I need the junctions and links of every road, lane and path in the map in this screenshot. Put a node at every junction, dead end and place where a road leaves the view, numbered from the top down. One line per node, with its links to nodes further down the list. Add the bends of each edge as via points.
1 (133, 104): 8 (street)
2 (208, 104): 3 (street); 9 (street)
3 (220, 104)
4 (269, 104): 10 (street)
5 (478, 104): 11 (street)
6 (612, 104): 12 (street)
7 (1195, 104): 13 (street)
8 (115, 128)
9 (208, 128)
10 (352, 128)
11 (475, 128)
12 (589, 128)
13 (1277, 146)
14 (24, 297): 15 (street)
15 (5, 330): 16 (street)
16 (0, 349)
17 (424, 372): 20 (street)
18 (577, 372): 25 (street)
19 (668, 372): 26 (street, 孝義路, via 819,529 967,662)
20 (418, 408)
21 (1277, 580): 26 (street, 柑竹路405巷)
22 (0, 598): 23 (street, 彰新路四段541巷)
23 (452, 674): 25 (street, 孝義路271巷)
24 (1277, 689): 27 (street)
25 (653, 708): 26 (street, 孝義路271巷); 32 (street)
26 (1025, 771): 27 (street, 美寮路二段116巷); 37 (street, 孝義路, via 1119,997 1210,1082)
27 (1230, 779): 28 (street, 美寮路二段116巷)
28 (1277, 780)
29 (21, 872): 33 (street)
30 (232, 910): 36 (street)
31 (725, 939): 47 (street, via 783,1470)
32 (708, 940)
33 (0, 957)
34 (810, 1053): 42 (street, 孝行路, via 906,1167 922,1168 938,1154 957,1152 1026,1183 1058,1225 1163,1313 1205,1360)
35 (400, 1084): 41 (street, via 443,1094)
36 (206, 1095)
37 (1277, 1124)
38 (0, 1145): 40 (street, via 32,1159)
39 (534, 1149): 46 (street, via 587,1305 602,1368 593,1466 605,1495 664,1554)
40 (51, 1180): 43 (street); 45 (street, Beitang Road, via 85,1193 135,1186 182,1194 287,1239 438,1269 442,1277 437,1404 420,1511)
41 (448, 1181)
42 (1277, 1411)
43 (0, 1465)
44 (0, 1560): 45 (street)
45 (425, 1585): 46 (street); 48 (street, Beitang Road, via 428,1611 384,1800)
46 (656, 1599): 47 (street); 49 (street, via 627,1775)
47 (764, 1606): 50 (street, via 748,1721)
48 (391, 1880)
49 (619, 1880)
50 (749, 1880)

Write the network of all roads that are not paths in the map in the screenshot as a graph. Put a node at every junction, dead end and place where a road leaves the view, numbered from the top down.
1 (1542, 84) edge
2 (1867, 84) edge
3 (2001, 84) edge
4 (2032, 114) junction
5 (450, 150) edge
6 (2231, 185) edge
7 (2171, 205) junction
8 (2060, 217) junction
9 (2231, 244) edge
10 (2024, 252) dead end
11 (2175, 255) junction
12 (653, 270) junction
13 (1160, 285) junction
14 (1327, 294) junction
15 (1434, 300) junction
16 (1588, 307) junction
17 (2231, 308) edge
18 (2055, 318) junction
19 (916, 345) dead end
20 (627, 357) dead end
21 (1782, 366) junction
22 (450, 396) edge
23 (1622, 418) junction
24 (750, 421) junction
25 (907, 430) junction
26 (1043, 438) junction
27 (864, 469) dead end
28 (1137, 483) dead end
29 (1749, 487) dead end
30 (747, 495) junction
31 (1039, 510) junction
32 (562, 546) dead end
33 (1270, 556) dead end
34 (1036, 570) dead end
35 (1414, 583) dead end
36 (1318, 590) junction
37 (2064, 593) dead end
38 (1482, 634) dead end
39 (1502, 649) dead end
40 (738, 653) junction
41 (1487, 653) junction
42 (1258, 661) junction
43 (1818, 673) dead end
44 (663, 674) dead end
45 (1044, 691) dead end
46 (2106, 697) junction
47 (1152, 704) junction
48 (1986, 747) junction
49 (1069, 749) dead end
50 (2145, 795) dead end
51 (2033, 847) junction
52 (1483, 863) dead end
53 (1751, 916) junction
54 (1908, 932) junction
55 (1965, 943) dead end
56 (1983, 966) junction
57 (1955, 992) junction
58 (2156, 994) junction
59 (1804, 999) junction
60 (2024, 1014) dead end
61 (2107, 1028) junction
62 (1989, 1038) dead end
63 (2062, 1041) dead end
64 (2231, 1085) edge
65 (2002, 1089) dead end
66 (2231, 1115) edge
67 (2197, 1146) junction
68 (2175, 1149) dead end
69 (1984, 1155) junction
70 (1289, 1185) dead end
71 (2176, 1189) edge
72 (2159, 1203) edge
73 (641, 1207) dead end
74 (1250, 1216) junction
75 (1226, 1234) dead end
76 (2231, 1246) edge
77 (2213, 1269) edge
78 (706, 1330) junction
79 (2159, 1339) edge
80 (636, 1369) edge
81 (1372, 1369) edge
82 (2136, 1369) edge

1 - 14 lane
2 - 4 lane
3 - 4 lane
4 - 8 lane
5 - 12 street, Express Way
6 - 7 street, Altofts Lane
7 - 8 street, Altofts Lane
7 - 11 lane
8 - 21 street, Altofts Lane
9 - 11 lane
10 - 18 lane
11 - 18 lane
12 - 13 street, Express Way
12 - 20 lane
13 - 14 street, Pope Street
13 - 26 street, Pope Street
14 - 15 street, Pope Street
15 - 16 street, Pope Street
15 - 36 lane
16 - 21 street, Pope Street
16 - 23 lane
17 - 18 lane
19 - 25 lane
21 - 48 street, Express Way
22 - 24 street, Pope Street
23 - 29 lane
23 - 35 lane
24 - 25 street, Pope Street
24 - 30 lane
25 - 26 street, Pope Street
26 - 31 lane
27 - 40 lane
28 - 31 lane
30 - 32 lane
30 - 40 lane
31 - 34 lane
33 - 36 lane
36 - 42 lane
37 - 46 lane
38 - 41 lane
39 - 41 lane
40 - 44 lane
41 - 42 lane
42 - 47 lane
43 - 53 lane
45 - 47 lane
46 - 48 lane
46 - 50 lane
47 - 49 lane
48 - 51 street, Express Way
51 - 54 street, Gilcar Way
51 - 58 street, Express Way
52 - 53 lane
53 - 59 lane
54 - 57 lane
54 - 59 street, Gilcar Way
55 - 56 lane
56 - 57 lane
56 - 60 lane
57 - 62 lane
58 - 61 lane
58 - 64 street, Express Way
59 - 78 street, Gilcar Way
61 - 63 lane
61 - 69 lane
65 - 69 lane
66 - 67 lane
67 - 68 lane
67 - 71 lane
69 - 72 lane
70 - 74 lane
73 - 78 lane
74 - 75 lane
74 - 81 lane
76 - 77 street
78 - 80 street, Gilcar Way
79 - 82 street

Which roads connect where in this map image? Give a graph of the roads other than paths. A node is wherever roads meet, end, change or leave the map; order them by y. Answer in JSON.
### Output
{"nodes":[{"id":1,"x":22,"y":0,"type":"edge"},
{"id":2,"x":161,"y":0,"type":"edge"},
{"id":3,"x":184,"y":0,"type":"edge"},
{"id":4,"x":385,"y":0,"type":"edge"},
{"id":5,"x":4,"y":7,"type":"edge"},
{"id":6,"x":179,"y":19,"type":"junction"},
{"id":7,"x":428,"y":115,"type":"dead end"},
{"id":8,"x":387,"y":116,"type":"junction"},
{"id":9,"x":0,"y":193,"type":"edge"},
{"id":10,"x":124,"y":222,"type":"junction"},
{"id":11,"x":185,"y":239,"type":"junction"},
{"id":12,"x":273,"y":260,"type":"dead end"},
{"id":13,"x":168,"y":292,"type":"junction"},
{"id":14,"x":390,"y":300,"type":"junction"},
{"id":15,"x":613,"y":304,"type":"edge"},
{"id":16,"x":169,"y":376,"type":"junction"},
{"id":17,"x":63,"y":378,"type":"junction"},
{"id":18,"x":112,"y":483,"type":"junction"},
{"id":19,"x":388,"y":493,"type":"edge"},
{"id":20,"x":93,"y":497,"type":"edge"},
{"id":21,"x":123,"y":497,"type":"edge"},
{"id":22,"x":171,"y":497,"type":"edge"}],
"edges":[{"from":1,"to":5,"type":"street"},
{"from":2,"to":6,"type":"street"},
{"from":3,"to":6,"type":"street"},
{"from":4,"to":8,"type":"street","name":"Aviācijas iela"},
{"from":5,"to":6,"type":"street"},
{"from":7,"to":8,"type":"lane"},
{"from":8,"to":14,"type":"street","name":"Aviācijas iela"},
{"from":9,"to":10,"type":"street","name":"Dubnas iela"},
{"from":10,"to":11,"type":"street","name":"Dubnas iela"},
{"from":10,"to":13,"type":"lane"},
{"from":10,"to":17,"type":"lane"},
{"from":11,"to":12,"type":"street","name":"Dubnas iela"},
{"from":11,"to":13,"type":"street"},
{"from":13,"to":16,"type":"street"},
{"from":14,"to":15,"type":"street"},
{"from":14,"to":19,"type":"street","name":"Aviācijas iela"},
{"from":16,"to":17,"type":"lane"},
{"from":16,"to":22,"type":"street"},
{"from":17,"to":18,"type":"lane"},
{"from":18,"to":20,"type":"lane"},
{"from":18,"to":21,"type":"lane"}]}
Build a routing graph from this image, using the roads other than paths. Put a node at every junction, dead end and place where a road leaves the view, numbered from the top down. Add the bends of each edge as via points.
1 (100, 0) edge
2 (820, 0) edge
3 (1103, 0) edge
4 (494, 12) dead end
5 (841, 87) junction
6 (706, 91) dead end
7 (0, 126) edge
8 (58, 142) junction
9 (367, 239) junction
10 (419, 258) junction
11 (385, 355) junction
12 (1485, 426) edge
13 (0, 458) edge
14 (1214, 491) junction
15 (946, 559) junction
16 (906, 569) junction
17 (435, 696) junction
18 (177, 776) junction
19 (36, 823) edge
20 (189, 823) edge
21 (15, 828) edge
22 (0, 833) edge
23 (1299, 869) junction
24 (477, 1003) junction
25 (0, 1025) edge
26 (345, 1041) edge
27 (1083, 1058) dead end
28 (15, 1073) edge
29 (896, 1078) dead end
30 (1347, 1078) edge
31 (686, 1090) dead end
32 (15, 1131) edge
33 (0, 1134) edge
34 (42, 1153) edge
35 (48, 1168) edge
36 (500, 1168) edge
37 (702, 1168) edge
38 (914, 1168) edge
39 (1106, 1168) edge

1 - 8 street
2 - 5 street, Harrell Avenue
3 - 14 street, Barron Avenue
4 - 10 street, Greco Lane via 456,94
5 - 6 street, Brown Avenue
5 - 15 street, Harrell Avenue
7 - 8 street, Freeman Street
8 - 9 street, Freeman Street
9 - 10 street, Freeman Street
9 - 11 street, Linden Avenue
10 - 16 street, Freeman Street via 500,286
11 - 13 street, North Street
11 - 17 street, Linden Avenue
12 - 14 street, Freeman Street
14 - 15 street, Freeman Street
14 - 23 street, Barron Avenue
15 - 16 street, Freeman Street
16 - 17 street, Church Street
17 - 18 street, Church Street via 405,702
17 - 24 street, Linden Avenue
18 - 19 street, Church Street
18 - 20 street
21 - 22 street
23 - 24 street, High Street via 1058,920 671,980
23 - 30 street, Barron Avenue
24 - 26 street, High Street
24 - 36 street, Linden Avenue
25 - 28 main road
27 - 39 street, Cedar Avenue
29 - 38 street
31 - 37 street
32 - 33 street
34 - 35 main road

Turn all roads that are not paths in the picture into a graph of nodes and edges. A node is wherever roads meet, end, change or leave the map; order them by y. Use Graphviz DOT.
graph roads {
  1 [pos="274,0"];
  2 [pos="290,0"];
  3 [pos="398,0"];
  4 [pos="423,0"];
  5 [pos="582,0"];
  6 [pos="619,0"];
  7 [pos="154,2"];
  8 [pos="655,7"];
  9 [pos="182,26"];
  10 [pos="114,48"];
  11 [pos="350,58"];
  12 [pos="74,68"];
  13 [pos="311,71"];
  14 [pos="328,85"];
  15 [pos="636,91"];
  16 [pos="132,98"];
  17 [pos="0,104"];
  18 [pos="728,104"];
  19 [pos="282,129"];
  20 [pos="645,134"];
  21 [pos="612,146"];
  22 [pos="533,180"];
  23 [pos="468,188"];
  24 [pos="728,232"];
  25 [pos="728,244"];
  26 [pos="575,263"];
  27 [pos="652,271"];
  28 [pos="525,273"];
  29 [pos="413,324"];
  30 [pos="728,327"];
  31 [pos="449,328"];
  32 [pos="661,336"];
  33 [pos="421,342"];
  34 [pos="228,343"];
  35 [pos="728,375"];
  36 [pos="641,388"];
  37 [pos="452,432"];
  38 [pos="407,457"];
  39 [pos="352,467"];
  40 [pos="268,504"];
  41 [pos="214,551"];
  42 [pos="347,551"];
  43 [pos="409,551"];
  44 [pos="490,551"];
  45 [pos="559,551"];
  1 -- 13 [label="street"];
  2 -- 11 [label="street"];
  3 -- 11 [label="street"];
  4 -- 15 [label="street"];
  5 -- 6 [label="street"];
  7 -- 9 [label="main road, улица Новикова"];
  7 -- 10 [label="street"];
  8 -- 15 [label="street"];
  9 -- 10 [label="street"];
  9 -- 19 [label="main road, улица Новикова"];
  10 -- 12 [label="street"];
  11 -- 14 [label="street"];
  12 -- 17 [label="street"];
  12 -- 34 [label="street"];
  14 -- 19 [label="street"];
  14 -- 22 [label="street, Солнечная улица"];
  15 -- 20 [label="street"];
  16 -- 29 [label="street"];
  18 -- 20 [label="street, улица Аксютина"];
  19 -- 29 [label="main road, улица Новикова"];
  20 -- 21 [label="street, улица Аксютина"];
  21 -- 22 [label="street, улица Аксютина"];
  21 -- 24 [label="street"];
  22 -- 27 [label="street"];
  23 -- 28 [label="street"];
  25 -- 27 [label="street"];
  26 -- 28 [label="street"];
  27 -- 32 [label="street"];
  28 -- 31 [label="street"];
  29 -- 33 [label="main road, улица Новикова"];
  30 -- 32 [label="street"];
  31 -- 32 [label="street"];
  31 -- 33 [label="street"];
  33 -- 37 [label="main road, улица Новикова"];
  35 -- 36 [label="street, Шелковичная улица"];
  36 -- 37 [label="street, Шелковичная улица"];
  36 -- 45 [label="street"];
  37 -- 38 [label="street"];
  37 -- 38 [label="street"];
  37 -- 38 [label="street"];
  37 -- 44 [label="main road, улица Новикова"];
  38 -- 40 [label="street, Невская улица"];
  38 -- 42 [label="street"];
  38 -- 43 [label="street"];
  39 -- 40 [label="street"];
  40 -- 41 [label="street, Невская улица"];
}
##############################
What is needed is each line from the records with the word "Новикова" in it.

  7 -- 9 [label="main road, улица Новикова"];
  9 -- 19 [label="main road, улица Новикова"];
  19 -- 29 [label="main road, улица Новикова"];
  29 -- 33 [label="main road, улица Новикова"];
  33 -- 37 [label="main road, улица Новикова"];
  37 -- 44 [label="main road, улица Новикова"];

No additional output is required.